Saved data entries
Start of Block

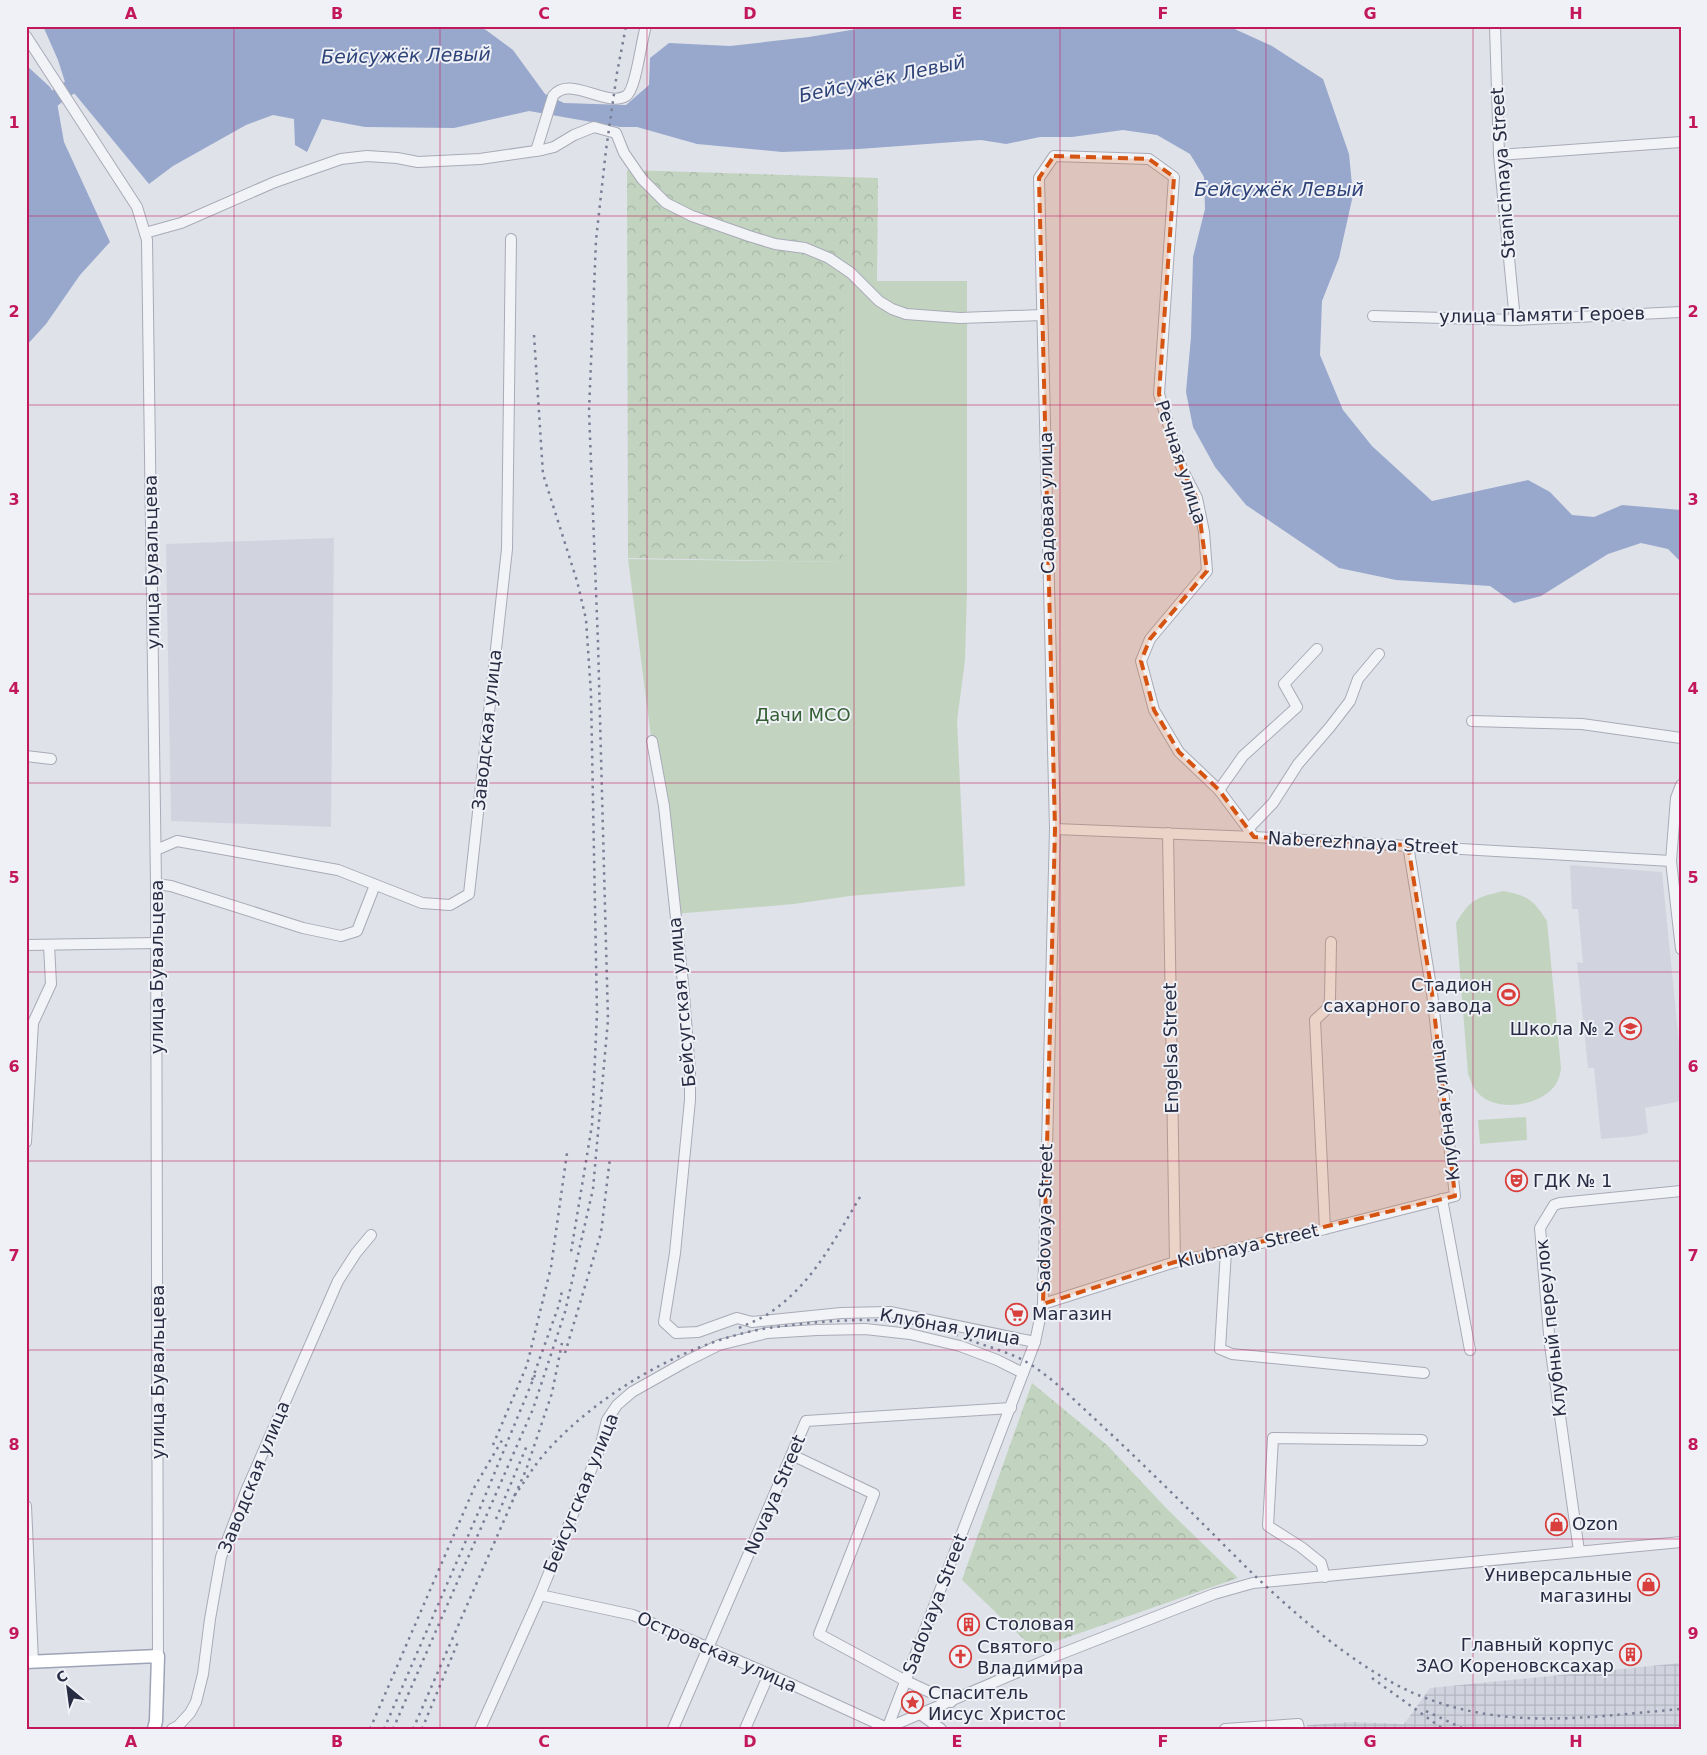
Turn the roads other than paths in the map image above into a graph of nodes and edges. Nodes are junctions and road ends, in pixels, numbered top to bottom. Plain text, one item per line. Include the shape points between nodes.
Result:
1 (646, 26) edge
2 (1495, 26) edge
3 (26, 36) edge
4 (1681, 142) edge
5 (536, 151) junction
6 (1499, 155) junction
7 (1174, 177) joint
8 (145, 233) junction
9 (511, 239) dead end
10 (1681, 312) edge
11 (1042, 315) junction
12 (1373, 316) dead end
13 (1515, 320) junction
14 (1317, 649) dead end
15 (1379, 654) dead end
16 (1472, 721) dead end
17 (1681, 738) edge
18 (652, 741) dead end
19 (26, 756) edge
20 (51, 759) dead end
21 (1681, 785) edge
22 (1219, 790) junction
23 (1055, 829) junction
24 (1251, 832) junction
25 (1168, 833) junction
26 (1408, 846) junction
27 (156, 850) junction
28 (1671, 861) junction
29 (156, 884) junction
30 (374, 885) junction
31 (1331, 942) dead end
32 (157, 943) junction
33 (26, 945) edge
34 (49, 945) junction
35 (1681, 950) edge
36 (26, 1142) edge
37 (1681, 1191) edge
38 (1442, 1199) junction
39 (1325, 1229) junction
40 (371, 1235) dead end
41 (1226, 1251) junction
42 (1175, 1262) junction
43 (1043, 1304) junction
44 (664, 1322) joint
45 (1035, 1342) junction
46 (1470, 1350) dead end
47 (1023, 1373) junction
48 (1424, 1373) dead end
49 (1011, 1408) junction
50 (1422, 1440) dead end
51 (792, 1454) junction
52 (26, 1506) edge
53 (1681, 1542) edge
54 (1579, 1551) junction
55 (1326, 1577) junction
56 (540, 1595) junction
57 (709, 1647) junction
58 (158, 1656) junction
59 (30, 1661) edge
60 (769, 1674) junction
61 (906, 1680) junction
62 (951, 1702) junction
63 (920, 1714) junction
64 (154, 1729) edge
65 (172, 1729) edge
66 (480, 1729) edge
67 (673, 1729) edge
68 (745, 1729) edge
69 (887, 1729) edge
70 (941, 1729) edge
71 (1224, 1729) edge
72 (1298, 1729) edge

1 - 5 street via 630,93 620,98 562,88 553,96
2 - 6 street, Stanichnaya Street
3 - 8 street, улица Бувальцева via 136,207
4 - 6 street
5 - 8 street via 447,162 367,156 341,159 275,182 181,223
5 - 11 street via 554,147 594,127 616,133 624,153 642,179 666,204 749,236 805,248 829,258 892,309 906,314 960,318
6 - 13 street, Stanichnaya Street
7 - 11 street, Садовая улица via 1149,159 1054,156 1039,178
7 - 22 street, Речная улица via 1158,394 1182,469 1197,498 1207,571 1150,639 1141,661 1154,710 1174,744
8 - 27 street, улица Бувальцева via 148,250
9 - 30 street, Заводская улица via 507,549 470,894 450,905 422,903
10 - 13 street, улица Памяти Героев
11 - 23 street, Садовая улица
12 - 13 street, улица Памяти Героев
14 - 22 street via 1284,684 1297,707 1243,756
15 - 24 street via 1358,679 1350,701 1298,764
16 - 17 street via 1582,724
18 - 44 street, Бейсугская улица via 664,806 690,1072 676,1253
19 - 20 street
21 - 28 street via 1676,798
22 - 24 street, Речная улица
23 - 25 street, Naberezhnaya Street
23 - 43 street, Sadovaya Street
24 - 25 street, Naberezhnaya Street
24 - 26 street, Naberezhnaya Street
25 - 42 street, Engelsa Street
26 - 28 street, Naberezhnaya Street
26 - 38 street, Клубная улица via 1432,993 1456,1196
27 - 29 street, улица Бувальцева
27 - 30 street, Заводская улица via 177,841 338,870
28 - 35 street
29 - 30 street via 341,936 357,931
29 - 32 street, улица Бувальцева
31 - 39 street via 1330,999 1328,1008 1314,1020
32 - 34 street
32 - 58 street, улица Бувальцева
33 - 34 street
34 - 36 street via 51,984 33,1023
37 - 54 street, Клубный переулок via 1560,1203 1554,1205 1540,1228 1550,1345
38 - 39 street, Klubnaya Street
38 - 46 street
39 - 41 street, Klubnaya Street
40 - 65 street, Заводская улица via 338,1282 243,1499 221,1557 196,1702 190,1713
41 - 42 street, Klubnaya Street
41 - 48 street via 1220,1349 1232,1354
42 - 43 street, Klubnaya Street
43 - 45 street, Sadovaya Street
44 - 45 street, Клубная улица via 676,1333 698,1332 737,1318 752,1322 841,1313 890,1312
45 - 47 street, Sadovaya Street
47 - 49 street, Sadovaya Street
47 - 56 street, Бейсугская улица via 960,1346 910,1334 865,1329 767,1333 720,1345 640,1388 617,1405 607,1420 600,1448
49 - 51 street, Novaya Street via 806,1421
49 - 61 street, Sadovaya Street
50 - 55 street via 1273,1438 1268,1526 1321,1563
51 - 57 street, Novaya Street
51 - 61 street via 874,1494 819,1634
52 - 59 street
53 - 54 street
54 - 55 street
55 - 62 street via 1253,1583 1214,1594 1058,1655
56 - 57 street, Островская улица via 633,1614
56 - 66 street, Бейсугская улица
57 - 60 street, Островская улица
57 - 67 street, Novaya Street
58 - 59 main road
58 - 64 main road, улица Бувальцева
60 - 68 street
60 - 69 street, Островская улица
61 - 62 street
61 - 69 street, Sadovaya Street
62 - 63 street
63 - 69 street
63 - 70 street
71 - 72 street via 1298,1724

End of Block

HOW TO COMPLETE THIS TASK: Would you transcribe all of the data exactly, apart from its pictures?

TASK ANSWER:
Turn the roads other than paths in the map image above into a graph of nodes and edges. Nodes are junctions and road ends, in pixels, numbered top to bottom. Plain text, one item per line. Include the shape points between nodes.
Result:
1 (646, 26) edge
2 (1495, 26) edge
3 (26, 36) edge
4 (1681, 142) edge
5 (536, 151) junction
6 (1499, 155) junction
7 (1174, 177) joint
8 (145, 233) junction
9 (511, 239) dead end
10 (1681, 312) edge
11 (1042, 315) junction
12 (1373, 316) dead end
13 (1515, 320) junction
14 (1317, 649) dead end
15 (1379, 654) dead end
16 (1472, 721) dead end
17 (1681, 738) edge
18 (652, 741) dead end
19 (26, 756) edge
20 (51, 759) dead end
21 (1681, 785) edge
22 (1219, 790) junction
23 (1055, 829) junction
24 (1251, 832) junction
25 (1168, 833) junction
26 (1408, 846) junction
27 (156, 850) junction
28 (1671, 861) junction
29 (156, 884) junction
30 (374, 885) junction
31 (1331, 942) dead end
32 (157, 943) junction
33 (26, 945) edge
34 (49, 945) junction
35 (1681, 950) edge
36 (26, 1142) edge
37 (1681, 1191) edge
38 (1442, 1199) junction
39 (1325, 1229) junction
40 (371, 1235) dead end
41 (1226, 1251) junction
42 (1175, 1262) junction
43 (1043, 1304) junction
44 (664, 1322) joint
45 (1035, 1342) junction
46 (1470, 1350) dead end
47 (1023, 1373) junction
48 (1424, 1373) dead end
49 (1011, 1408) junction
50 (1422, 1440) dead end
51 (792, 1454) junction
52 (26, 1506) edge
53 (1681, 1542) edge
54 (1579, 1551) junction
55 (1326, 1577) junction
56 (540, 1595) junction
57 (709, 1647) junction
58 (158, 1656) junction
59 (30, 1661) edge
60 (769, 1674) junction
61 (906, 1680) junction
62 (951, 1702) junction
63 (920, 1714) junction
64 (154, 1729) edge
65 (172, 1729) edge
66 (480, 1729) edge
67 (673, 1729) edge
68 (745, 1729) edge
69 (887, 1729) edge
70 (941, 1729) edge
71 (1224, 1729) edge
72 (1298, 1729) edge

1 - 5 street via 630,93 620,98 562,88 553,96
2 - 6 street, Stanichnaya Street
3 - 8 street, улица Бувальцева via 136,207
4 - 6 street
5 - 8 street via 447,162 367,156 341,159 275,182 181,223
5 - 11 street via 554,147 594,127 616,133 624,153 642,179 666,204 749,236 805,248 829,258 892,309 906,314 960,318
6 - 13 street, Stanichnaya Street
7 - 11 street, Садовая улица via 1149,159 1054,156 1039,178
7 - 22 street, Речная улица via 1158,394 1182,469 1197,498 1207,571 1150,639 1141,661 1154,710 1174,744
8 - 27 street, улица Бувальцева via 148,250
9 - 30 street, Заводская улица via 507,549 470,894 450,905 422,903
10 - 13 street, улица Памяти Героев
11 - 23 street, Садовая улица
12 - 13 street, улица Памяти Героев
14 - 22 street via 1284,684 1297,707 1243,756
15 - 24 street via 1358,679 1350,701 1298,764
16 - 17 street via 1582,724
18 - 44 street, Бейсугская улица via 664,806 690,1072 676,1253
19 - 20 street
21 - 28 street via 1676,798
22 - 24 street, Речная улица
23 - 25 street, Naberezhnaya Street
23 - 43 street, Sadovaya Street
24 - 25 street, Naberezhnaya Street
24 - 26 street, Naberezhnaya Street
25 - 42 street, Engelsa Street
26 - 28 street, Naberezhnaya Street
26 - 38 street, Клубная улица via 1432,993 1456,1196
27 - 29 street, улица Бувальцева
27 - 30 street, Заводская улица via 177,841 338,870
28 - 35 street
29 - 30 street via 341,936 357,931
29 - 32 street, улица Бувальцева
31 - 39 street via 1330,999 1328,1008 1314,1020
32 - 34 street
32 - 58 street, улица Бувальцева
33 - 34 street
34 - 36 street via 51,984 33,1023
37 - 54 street, Клубный переулок via 1560,1203 1554,1205 1540,1228 1550,1345
38 - 39 street, Klubnaya Street
38 - 46 street
39 - 41 street, Klubnaya Street
40 - 65 street, Заводская улица via 338,1282 243,1499 221,1557 196,1702 190,1713
41 - 42 street, Klubnaya Street
41 - 48 street via 1220,1349 1232,1354
42 - 43 street, Klubnaya Street
43 - 45 street, Sadovaya Street
44 - 45 street, Клубная улица via 676,1333 698,1332 737,1318 752,1322 841,1313 890,1312
45 - 47 street, Sadovaya Street
47 - 49 street, Sadovaya Street
47 - 56 street, Бейсугская улица via 960,1346 910,1334 865,1329 767,1333 720,1345 640,1388 617,1405 607,1420 600,1448
49 - 51 street, Novaya Street via 806,1421
49 - 61 street, Sadovaya Street
50 - 55 street via 1273,1438 1268,1526 1321,1563
51 - 57 street, Novaya Street
51 - 61 street via 874,1494 819,1634
52 - 59 street
53 - 54 street
54 - 55 street
55 - 62 street via 1253,1583 1214,1594 1058,1655
56 - 57 street, Островская улица via 633,1614
56 - 66 street, Бейсугская улица
57 - 60 street, Островская улица
57 - 67 street, Novaya Street
58 - 59 main road
58 - 64 main road, улица Бувальцева
60 - 68 street
60 - 69 street, Островская улица
61 - 62 street
61 - 69 street, Sadovaya Street
62 - 63 street
63 - 69 street
63 - 70 street
71 - 72 street via 1298,1724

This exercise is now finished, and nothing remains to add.